Die Opportunisten unter den Unterstützern rückten schon ein Stückchen ab, verlegten sich vom Campaignern zu Chronisten.
Und heute beginnt die Schadensbegrenzung: der Rücktritt des Bild-Kanzlers von 2017 ist für das Guttenberg-Camp zu verkraften, weil er "nur" auf die dumme Affäre mit der Doktor-Arbeit zurückzuführen ist, und nicht auf die verheerende Kriegspolitik der Bundeswehr, die Dauer-Verschleierung der vielen letalen Vorkomnisse in Afghanistan, die systematische Bespitzelung der Wehrdiener oder das offiziell begünstigte Mobbing im Fall des Segelschulschiff. Und schon gar nicht auf den letzten Vorfall strukturellen Korruption: die durch eine gigantische und exklusive Werbe-Kampagne erkaufte Jubel-Berichterstattung bei Bild.
Dort führte man den Vorzeige-Shooting Star der CSU seit längerem in einer Art medialen Klon-Krieg als Handpuppe spazieren - die mächtige Bild-Zeitung wollte sich des nächsten Kanzlers sicherer sein, als sie es beim unberechenbaren Schröder und der unbeeinflussbaren Merkel sein konnte. Dass Bild-Chef Kai Diekmann sich dazu einer Mannes mit derart hoher optische Ähnlichkeit bedienen muss, sondert umso heftige Cäsarenwahn-Zeichen ab.
Die gerade noch einmal abgewählte Bild-Demokratie
Bedeutung haben nun zwei Aspekte. Der eine, dass die Schwarm-Intelligenz des Internets die Bild-Zeitung als populären Machtfaktor abgelöst hat, darf ich den deutschen Feuilletons (die hiesigen werden es, wie alles, verschlafen) überlassen - die werden das besser erspüren.
Ich darf heute den anderen Aspekt, den mit Österreich-Bezug beackern, und das andere große Medium, das sich in die mediale Schlacht gegen Bild geworfen hat, reinbringen.

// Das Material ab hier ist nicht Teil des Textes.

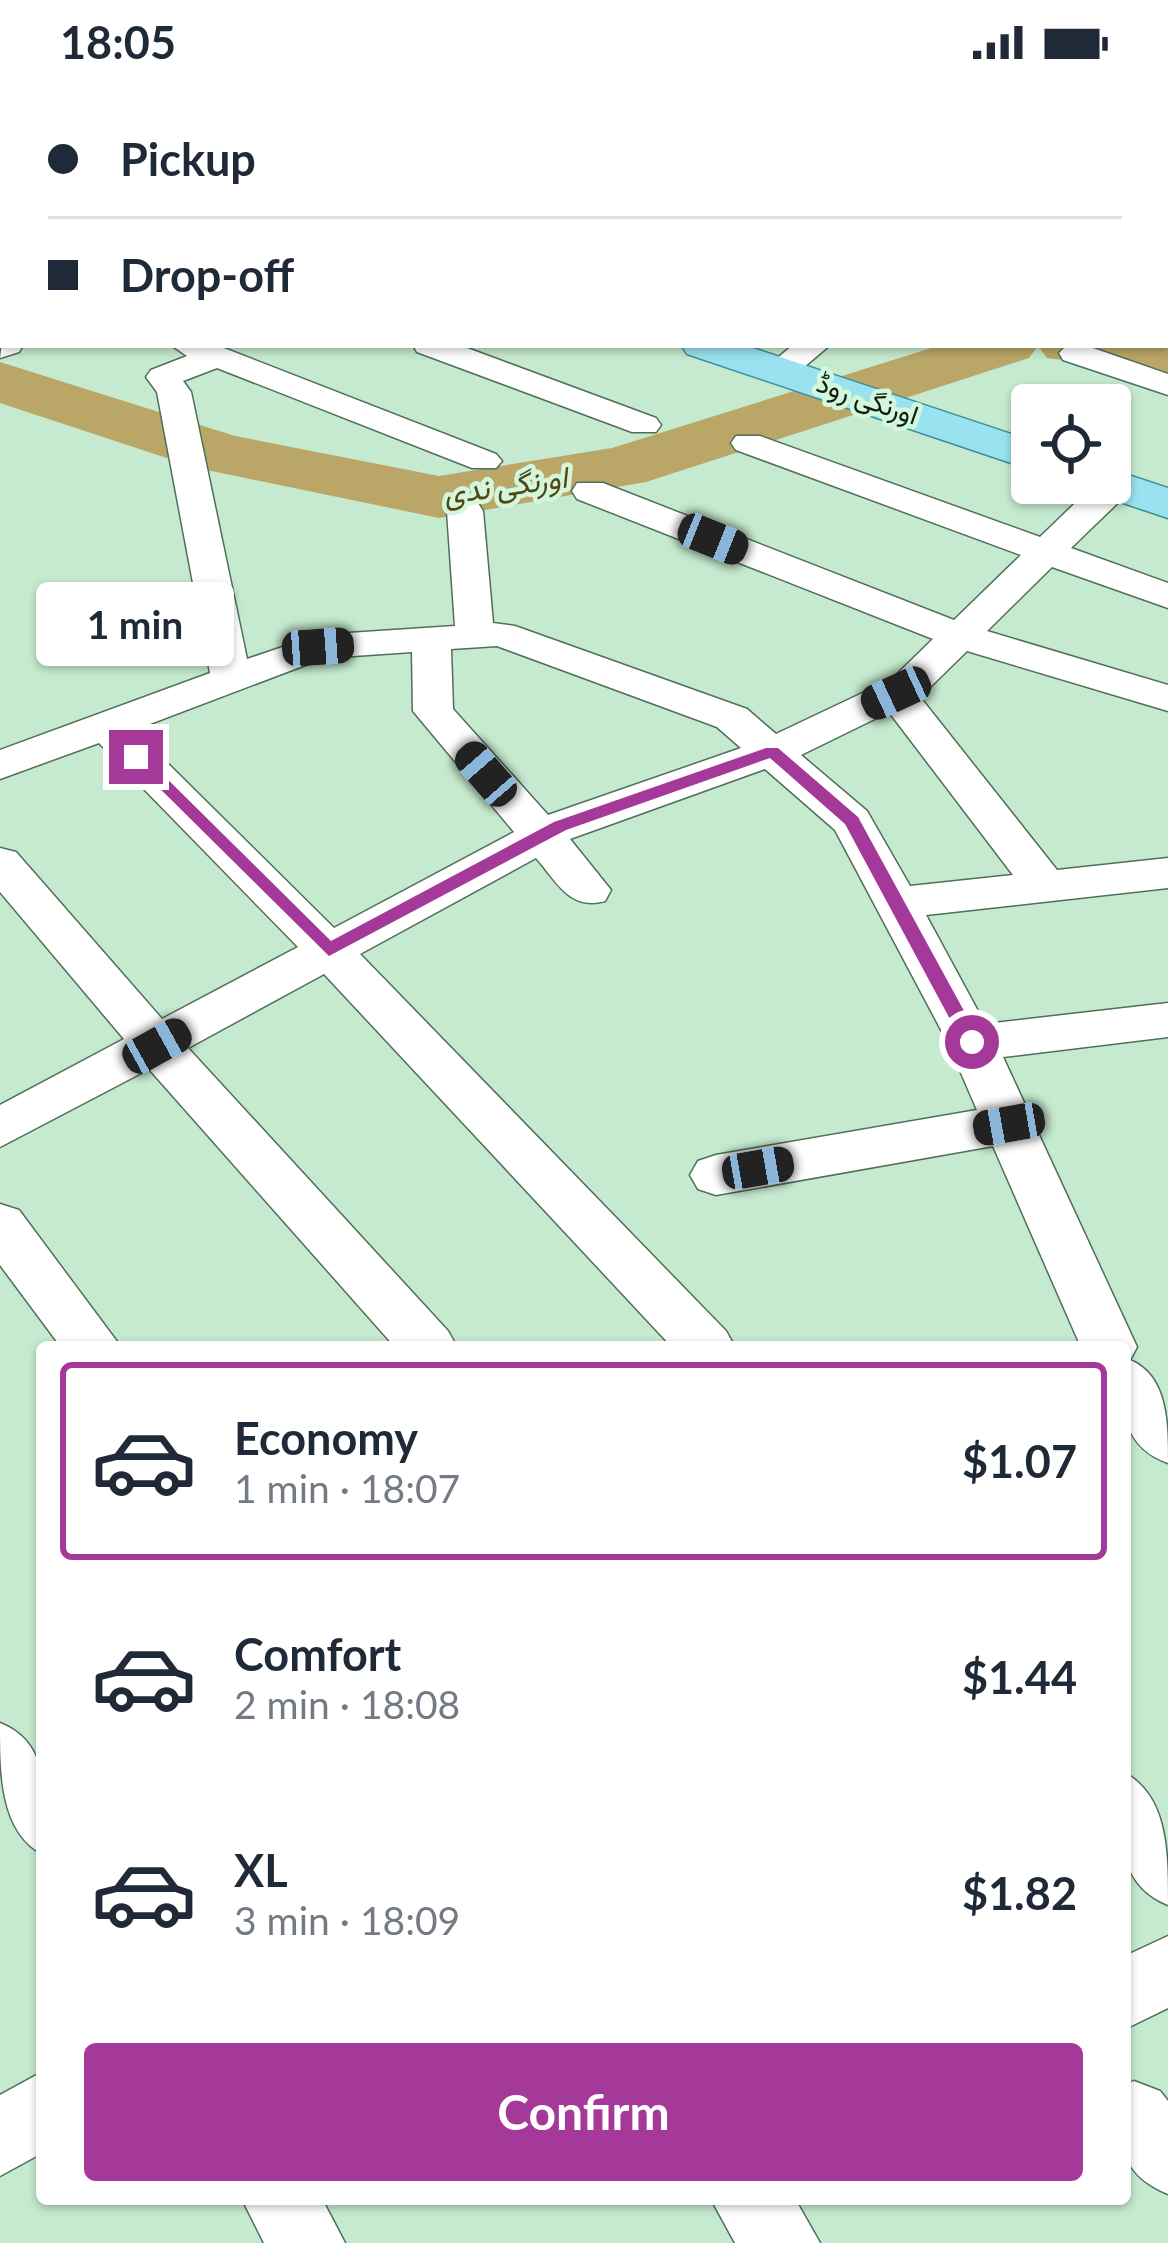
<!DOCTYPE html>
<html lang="en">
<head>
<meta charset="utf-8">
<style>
  body { margin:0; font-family:Lato,Vazirmatn,sans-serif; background:#f2f2f3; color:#1f2937; height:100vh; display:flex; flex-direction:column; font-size:45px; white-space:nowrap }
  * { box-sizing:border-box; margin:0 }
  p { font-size:39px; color:#747a83 }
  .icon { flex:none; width:66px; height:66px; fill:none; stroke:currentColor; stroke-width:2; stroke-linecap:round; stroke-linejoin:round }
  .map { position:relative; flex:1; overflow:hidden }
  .drawer { position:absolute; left:36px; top:1257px; width:1095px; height:864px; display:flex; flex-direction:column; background:#fff; border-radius:12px; box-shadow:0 3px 9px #0004 }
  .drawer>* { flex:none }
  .banner { position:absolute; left:0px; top:0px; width:1170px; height:264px; box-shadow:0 3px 9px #0004; display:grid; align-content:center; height:264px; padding:0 48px; background:#fff }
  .controls { position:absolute; left:1011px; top:300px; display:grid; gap:24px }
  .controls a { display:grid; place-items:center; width:120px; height:120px; border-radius:12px; background:#fff; box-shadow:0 3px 9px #0004; font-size:60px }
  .end { position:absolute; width:54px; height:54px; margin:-27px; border:15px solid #a43999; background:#fff; box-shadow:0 0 0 6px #fff }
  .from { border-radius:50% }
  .bubble { position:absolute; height:84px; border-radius:12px; background:#fff; box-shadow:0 3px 9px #0004; font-size:39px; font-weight:700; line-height:84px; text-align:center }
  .car { position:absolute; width:36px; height:72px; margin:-36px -18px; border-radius:15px; box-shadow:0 0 9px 3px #0007; background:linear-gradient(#222 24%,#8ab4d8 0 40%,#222 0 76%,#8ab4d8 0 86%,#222 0) }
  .banner b { display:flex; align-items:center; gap:42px; height:114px; font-size:45px }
  .banner b+b { border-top:3px solid #e0e1e3 }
  .banner i { width:30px; height:30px; background:#1f2937 }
  ul { padding:21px 0 0; list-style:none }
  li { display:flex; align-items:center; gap:36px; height:198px; margin:0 24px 18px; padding:0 24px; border:6px solid transparent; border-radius:12px }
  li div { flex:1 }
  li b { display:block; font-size:45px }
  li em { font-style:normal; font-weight:700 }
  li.active { border-color:#a43999 }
  li>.icon { width:108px; height:108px; stroke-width:1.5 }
  .button { display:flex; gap:24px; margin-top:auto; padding:24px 48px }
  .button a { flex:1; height:138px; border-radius:12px; background:#a43999; color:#fff; font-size:48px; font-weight:700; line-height:138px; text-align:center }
  .status { display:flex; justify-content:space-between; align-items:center; height:84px; padding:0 60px; background:#fff; direction:ltr }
  .status svg { height:33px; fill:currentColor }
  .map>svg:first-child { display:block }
</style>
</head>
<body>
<div class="status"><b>18:05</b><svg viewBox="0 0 49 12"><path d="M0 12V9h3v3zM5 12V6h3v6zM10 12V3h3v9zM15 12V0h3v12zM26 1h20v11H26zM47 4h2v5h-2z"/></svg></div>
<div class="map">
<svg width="1168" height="2159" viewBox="0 0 1168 2159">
  <rect width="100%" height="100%" fill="#c6eacf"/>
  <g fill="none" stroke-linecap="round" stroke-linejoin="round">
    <path fill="#baa666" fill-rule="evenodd" d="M1168 251V289L1047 274 1038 262 1029 274 646 398 439 434 197 384 0 319V278L235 352 439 392 612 364 941 261H1167Z"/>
    <defs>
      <path id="street" d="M229 0H262L264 3H231Z
        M477 0H512L514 3H479Z
        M705 0H739L741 3H707Z
        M929 0H964L966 3H931Z
        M1167 54H1168V71H1167Z
        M0 91 3 92V111L0 110Z
        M1167 125H1168V144H1167Z
        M0 179H3V199H0Z
        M1167 199H1168V218H1167Z
        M3 252V261H23L19 268 0 274Z
        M171 261H216L496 370 502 377 496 384H472L217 284 183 297 191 308 247 575 318 551 455 542 447 427 452 419H478L483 427 493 539 515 542 747 625 776 650 892 595 933 555 577 415 572 407 577 399H603L954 536 1021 471 736 366 731 359 736 352H760L1040 453 1096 399H1110V391L1128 393 1133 401 1128 409 1071 464 1168 499V524L1052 483 987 547 1168 601V627L967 567 920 613 1057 786 1168 774V804L926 831 985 940 1168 919V953L1003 973 1137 1263 1130 1276C1168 1292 1168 1339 1168 1379 1113 1359 1125 1312 1125 1263H1081L993 1062 716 1111 698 1105 690 1091 698 1077 716 1071 977 1026 948 959 835 746 765 685 570 755 611 806 605 817C570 827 557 798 536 774L360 870 726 1247 735 1263H672L324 890 188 964 448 1247 457 1263H395L149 985 0 1063V1021L124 955 0 808V764L16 768 162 935 298 863 99 659 0 695V666L210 589 157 308 146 293 151 286 187 272ZM497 562 717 643 741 664 548 731 453 625 451 565ZM412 568 413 627 514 748 334 844 134 646 324 574ZM889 628 1013 791 910 802 867 727 801 671Z
        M413 261H459L656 334 661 341 656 348H632L417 268Z
        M793 261H830L791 294H767L762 287Z
        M1067 261 1087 262 1168 290V311L1063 276 1059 269Z
        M0 1120 19 1126 121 1263H61L0 1181Z
        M0 1639C55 1661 42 1719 42 1770 0 1747 0 1689 0 1639Z
        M1125 1689C1168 1713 1168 1768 1168 1821 1110 1797 1125 1743 1125 1689Z
        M1168 1852V1924L1125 1945V1872Z
        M42 1988V2069L0 2092V2011Z
        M1134 1997 1160 2007 1168 2017V2110C1111 2086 1125 2054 1125 2001Z
        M242 2115H322L345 2159H264Z
        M711 2115H795L820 2159H735Z"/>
      <path id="secondary" d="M537 3 542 0"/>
      <path id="primary" d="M0 0H19L21 3H3V13Z
        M40 0H79L81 3H42Z
        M681 261H744L1032 357V386L687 270Z
        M1110 385 1168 404V434L1093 409 1086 399H1110Z"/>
    </defs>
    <use href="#street" stroke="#506f58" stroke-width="3"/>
    <use href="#secondary" stroke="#506f58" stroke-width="69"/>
    <use href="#primary" stroke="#3d8f9b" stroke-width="3"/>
    <use href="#street" fill="#fff" fill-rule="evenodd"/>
    <use href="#secondary" stroke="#cdf0f7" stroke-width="66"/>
    <use href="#primary" fill="#9ae2ef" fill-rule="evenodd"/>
  </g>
  <path fill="#a43999" d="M766 664H778L858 733 981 958 979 963H965L845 740 770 674 566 746 329 872 128 673 142 670 331 857 554 738Z"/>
  <g text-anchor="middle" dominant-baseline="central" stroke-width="9" stroke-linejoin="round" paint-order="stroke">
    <g font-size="27" fill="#0e1b11" stroke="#d3f7dc">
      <text transform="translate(868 314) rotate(19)">اورنگی روڈ</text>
    </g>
    <g font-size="30" font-style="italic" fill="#544513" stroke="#d3f7dc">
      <text transform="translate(505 400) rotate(-8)">اورنگی ندی</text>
    </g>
  </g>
</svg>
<div class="controls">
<a><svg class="icon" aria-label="locate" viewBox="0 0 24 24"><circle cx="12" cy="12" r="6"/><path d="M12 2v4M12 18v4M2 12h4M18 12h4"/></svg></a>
</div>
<i class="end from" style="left:972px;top:958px"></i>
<i class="end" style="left:136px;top:673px"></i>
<div class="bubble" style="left:36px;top:498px;width:198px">1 min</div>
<i class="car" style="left:713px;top:455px;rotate:112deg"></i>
<i class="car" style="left:318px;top:563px;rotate:86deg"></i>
<i class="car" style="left:896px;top:609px;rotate:245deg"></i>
<i class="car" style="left:486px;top:690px;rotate:319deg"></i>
<i class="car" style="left:157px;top:962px;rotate:61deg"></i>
<i class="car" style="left:1009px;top:1040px;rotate:260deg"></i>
<i class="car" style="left:758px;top:1084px;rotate:80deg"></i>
<div class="banner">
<b><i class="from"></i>Pickup</b>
<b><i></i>Drop-off</b>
</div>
<section class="drawer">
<ul>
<li class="active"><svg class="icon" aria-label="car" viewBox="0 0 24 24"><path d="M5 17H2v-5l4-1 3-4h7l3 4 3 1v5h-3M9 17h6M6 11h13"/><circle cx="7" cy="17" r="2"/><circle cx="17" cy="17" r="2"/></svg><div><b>Economy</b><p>1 min · 18:07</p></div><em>$1.07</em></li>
<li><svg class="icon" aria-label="car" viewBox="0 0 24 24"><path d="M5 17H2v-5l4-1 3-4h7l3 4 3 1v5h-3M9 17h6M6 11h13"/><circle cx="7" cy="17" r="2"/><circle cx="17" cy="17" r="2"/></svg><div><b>Comfort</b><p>2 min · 18:08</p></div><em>$1.44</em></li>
<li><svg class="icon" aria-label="car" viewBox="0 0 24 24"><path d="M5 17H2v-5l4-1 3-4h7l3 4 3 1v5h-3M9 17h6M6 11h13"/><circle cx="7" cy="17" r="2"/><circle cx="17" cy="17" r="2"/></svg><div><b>XL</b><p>3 min · 18:09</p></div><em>$1.82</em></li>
</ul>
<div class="button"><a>Confirm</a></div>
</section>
</div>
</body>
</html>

Der Spiegel hat, nach Jahren eines Gleichgewichts des Schweigens gegenüber dem Boulevard-Riesen aus dem reaktionären Springer-Verlag, eine massive Cover-Story gebracht: die Bild-Zeitung als Brandstifter der Republik. Als Beförderer des zynischen medialen Soundtracks für den neuen Privatbürger.
Zum Thema "Bild" sei auch die immer gruseliger werdende Entwicklung im Fall Holofernes/Jung von Matt/Bild empfohlen.
Auch hier ist das Symbol größer als der Gehalt. Denn die (nur on print nachlesbare) Spiegel-Geschichte erzählt nichts Neues, gräbt nichts nicht schon Bekanntes aus - sie fasst nur den Stand des Wissens um die Einflussnahme die das Proll-Leitmedium in die politische Gestaltung nimmt, zusammen.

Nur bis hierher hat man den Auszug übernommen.